Report each line from the entries in which "edges" can be found.

Segment Start: The data

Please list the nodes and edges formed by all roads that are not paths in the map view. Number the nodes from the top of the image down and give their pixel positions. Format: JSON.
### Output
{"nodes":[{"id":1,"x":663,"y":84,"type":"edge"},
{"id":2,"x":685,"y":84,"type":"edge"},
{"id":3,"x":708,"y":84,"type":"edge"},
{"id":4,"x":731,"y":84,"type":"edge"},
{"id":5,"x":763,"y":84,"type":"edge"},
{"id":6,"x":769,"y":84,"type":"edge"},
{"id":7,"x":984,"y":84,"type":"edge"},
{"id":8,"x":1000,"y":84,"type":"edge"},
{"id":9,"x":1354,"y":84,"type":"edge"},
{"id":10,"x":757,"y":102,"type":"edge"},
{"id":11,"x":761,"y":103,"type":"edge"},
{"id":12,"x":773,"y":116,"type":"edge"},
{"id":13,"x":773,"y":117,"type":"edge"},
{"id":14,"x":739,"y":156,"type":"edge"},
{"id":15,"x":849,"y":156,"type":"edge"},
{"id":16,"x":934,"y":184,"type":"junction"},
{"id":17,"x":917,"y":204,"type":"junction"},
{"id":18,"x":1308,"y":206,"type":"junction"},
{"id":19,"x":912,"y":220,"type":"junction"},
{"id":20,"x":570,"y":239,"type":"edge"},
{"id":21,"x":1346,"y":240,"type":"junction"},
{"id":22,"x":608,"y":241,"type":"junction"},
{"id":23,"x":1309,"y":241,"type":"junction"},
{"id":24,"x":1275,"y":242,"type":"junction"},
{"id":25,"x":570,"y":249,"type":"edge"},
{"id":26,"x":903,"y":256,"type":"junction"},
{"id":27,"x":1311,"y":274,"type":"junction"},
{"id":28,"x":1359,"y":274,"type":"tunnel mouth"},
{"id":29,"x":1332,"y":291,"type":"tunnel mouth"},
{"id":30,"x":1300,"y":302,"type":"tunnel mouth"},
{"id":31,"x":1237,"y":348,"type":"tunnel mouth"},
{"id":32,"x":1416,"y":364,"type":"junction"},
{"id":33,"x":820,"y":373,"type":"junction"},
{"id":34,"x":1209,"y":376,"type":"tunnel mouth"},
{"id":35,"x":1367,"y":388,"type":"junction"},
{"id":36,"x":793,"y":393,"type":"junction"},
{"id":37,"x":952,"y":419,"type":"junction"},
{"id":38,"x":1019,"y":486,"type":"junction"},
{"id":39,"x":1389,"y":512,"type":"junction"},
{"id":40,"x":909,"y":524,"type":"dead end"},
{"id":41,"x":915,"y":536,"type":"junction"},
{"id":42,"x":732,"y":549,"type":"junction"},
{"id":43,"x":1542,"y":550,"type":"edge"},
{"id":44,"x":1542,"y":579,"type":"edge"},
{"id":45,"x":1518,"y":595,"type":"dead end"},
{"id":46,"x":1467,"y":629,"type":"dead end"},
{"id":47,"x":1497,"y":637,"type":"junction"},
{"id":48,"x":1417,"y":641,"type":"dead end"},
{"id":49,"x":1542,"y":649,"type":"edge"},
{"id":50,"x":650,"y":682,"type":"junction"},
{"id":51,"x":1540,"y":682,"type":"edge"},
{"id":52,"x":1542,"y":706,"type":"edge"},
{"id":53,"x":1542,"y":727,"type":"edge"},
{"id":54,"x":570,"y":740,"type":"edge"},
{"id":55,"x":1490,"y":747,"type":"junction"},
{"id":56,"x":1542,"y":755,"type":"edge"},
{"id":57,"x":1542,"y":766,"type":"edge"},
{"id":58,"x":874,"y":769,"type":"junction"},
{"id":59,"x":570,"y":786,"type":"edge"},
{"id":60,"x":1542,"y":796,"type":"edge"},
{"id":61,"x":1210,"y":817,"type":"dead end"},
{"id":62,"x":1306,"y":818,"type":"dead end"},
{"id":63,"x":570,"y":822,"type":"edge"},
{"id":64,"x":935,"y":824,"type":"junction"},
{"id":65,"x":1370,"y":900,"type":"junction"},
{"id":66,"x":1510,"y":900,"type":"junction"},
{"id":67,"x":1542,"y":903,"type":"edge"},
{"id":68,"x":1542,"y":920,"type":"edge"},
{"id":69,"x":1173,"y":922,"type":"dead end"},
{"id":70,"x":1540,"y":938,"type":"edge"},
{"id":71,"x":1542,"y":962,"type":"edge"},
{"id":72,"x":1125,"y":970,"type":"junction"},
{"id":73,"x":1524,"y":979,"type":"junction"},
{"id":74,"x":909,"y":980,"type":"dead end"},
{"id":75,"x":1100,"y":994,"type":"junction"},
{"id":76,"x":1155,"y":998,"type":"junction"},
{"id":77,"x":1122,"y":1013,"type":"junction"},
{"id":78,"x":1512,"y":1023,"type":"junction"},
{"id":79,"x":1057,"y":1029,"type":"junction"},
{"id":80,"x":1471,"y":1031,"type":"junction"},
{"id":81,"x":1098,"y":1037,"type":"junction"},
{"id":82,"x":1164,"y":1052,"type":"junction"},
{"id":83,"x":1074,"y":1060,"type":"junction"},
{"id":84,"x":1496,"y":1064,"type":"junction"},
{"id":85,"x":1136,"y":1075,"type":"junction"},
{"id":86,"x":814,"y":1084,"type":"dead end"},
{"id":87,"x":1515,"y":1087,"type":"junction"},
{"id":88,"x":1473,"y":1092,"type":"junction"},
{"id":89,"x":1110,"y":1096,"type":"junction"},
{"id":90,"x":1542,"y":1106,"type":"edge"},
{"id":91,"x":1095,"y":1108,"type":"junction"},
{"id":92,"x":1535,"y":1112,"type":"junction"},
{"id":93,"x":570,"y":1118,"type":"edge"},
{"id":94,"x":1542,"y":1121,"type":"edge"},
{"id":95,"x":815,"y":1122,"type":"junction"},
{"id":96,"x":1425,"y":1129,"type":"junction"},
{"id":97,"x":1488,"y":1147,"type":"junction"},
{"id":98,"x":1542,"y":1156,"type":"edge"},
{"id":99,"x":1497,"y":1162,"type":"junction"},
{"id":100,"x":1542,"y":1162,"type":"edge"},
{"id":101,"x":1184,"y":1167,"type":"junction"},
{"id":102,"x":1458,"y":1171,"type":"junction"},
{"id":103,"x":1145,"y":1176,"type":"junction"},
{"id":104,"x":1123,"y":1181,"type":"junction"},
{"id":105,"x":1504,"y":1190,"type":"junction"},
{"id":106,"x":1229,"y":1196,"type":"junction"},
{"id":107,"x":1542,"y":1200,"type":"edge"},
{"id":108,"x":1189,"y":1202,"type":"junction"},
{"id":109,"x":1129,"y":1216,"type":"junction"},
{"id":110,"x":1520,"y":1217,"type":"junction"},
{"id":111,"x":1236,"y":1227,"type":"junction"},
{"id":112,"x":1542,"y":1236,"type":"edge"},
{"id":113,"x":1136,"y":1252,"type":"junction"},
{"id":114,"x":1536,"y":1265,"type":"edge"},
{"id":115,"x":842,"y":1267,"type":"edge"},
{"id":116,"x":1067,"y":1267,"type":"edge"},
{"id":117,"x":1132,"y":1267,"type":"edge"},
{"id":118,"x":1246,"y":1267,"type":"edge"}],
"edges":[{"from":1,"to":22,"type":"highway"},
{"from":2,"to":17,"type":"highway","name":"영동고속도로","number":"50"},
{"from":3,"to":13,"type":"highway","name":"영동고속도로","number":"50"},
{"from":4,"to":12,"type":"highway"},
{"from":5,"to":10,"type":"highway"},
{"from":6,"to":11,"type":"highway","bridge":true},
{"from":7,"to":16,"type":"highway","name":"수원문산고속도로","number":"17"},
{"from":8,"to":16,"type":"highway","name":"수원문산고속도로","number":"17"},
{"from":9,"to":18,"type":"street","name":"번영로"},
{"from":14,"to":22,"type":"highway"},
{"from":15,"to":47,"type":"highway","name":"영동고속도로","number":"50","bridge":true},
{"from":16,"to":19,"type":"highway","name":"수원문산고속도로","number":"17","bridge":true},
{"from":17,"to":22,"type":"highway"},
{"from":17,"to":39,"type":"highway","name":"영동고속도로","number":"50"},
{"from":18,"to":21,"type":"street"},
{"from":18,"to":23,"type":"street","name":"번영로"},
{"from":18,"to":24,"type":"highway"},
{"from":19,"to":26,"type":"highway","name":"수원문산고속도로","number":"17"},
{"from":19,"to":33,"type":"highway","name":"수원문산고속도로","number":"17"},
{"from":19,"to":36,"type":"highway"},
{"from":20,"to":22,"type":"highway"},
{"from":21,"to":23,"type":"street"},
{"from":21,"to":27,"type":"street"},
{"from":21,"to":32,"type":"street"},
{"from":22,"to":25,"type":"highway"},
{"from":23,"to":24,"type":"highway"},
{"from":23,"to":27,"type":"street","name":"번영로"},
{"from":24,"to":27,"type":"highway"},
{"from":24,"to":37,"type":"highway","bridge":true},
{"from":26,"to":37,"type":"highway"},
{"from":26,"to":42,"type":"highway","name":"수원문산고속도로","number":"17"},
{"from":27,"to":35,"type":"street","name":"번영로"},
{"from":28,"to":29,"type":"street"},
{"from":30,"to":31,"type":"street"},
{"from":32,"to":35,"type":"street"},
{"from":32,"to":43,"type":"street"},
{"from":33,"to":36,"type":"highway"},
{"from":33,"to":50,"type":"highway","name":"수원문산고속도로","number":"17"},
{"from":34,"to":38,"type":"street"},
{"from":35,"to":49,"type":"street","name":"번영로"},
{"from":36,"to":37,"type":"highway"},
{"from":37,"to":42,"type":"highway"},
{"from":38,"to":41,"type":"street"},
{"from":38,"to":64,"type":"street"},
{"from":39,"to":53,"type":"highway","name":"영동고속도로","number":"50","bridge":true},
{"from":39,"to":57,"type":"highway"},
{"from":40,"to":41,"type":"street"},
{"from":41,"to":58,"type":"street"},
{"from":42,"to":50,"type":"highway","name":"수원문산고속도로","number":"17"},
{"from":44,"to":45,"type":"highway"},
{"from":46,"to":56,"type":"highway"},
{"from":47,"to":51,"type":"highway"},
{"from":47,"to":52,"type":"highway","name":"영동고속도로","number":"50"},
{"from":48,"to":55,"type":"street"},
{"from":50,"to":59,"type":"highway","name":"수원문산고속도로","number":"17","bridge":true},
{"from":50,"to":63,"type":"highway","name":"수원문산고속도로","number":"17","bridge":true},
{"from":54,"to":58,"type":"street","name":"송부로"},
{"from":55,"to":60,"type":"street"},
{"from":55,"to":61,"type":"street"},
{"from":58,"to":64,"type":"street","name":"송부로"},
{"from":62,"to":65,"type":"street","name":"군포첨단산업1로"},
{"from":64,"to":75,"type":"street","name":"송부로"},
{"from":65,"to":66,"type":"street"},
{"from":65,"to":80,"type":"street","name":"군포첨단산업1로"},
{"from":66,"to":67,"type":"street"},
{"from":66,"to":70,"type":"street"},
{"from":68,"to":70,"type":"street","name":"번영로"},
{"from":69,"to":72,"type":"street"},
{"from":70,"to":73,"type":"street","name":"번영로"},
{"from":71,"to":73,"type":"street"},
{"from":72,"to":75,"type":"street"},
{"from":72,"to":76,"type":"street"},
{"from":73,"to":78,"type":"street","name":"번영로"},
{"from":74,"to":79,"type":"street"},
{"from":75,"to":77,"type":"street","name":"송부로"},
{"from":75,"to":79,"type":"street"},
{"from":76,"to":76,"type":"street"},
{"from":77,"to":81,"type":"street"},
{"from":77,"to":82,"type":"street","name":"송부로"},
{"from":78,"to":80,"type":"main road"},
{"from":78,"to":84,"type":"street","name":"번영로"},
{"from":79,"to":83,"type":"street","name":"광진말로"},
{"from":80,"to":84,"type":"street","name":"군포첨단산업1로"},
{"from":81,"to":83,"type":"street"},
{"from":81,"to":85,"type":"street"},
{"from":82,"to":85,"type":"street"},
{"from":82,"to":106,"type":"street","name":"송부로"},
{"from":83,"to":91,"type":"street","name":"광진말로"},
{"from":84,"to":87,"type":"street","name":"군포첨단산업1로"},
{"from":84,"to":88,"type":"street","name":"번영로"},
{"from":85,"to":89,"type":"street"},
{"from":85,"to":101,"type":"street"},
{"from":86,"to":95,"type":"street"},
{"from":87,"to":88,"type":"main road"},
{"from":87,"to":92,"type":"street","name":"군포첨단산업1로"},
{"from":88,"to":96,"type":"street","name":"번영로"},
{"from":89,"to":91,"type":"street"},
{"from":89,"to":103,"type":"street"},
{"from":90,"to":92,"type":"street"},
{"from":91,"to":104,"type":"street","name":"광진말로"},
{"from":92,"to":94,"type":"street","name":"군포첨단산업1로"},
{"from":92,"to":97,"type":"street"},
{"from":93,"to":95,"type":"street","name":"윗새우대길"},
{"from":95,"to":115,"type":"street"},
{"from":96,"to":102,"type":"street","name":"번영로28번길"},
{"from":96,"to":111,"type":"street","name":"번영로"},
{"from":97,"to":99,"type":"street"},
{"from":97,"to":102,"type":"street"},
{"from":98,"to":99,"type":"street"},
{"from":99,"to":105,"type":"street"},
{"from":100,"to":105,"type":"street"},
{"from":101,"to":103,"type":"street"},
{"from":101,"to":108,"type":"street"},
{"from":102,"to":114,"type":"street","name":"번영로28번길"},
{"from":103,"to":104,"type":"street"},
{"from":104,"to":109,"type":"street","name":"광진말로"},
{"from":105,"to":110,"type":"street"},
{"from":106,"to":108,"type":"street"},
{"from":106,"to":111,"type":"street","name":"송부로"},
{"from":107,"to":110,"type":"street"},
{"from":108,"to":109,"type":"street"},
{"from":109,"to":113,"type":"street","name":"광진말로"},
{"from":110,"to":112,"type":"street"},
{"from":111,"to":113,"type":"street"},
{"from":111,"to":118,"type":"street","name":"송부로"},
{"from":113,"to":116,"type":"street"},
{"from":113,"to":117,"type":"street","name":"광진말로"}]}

Segment End: The data

> **Output**
Please list the nodes and edges formed by all roads that are not paths in the map view. Number the nodes from the top of the image down and give their pixel positions. Format: JSON.
"edges":[{"from":1,"to":22,"type":"highway"},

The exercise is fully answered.